Required work: For every record here, output an exact copy.

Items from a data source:
┌──
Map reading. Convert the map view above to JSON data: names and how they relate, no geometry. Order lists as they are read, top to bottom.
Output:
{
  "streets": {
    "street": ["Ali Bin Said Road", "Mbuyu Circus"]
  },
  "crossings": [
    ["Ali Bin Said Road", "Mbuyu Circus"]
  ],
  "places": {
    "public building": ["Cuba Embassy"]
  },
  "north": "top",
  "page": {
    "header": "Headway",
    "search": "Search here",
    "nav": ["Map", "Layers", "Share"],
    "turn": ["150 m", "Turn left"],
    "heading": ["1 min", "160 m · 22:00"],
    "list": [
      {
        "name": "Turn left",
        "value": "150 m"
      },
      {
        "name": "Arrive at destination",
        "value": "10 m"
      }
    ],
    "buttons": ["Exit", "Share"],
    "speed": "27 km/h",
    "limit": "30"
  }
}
└──
Task solution:
Map reading. Convert the map view above to JSON data: names and how they relate, no geometry. Order lists as they are read, top to bottom.
Output:
{
  "streets": {
    "street": ["Ali Bin Said Road", "Mbuyu Circus"]
  },
  "crossings": [
    ["Ali Bin Said Road", "Mbuyu Circus"]
  ],
  "places": {
    "public building": ["Cuba Embassy"]
  },
  "north": "top",
  "page": {
    "header": "Headway",
    "search": "Search here",
    "nav": ["Map", "Layers", "Share"],
    "turn": ["150 m", "Turn left"],
    "heading": ["1 min", "160 m · 22:00"],
    "list": [
      {
        "name": "Turn left",
        "value": "150 m"
      },
      {
        "name": "Arrive at destination",
        "value": "10 m"
      }
    ],
    "buttons": ["Exit", "Share"],
    "speed": "27 km/h",
    "limit": "30"
  }
}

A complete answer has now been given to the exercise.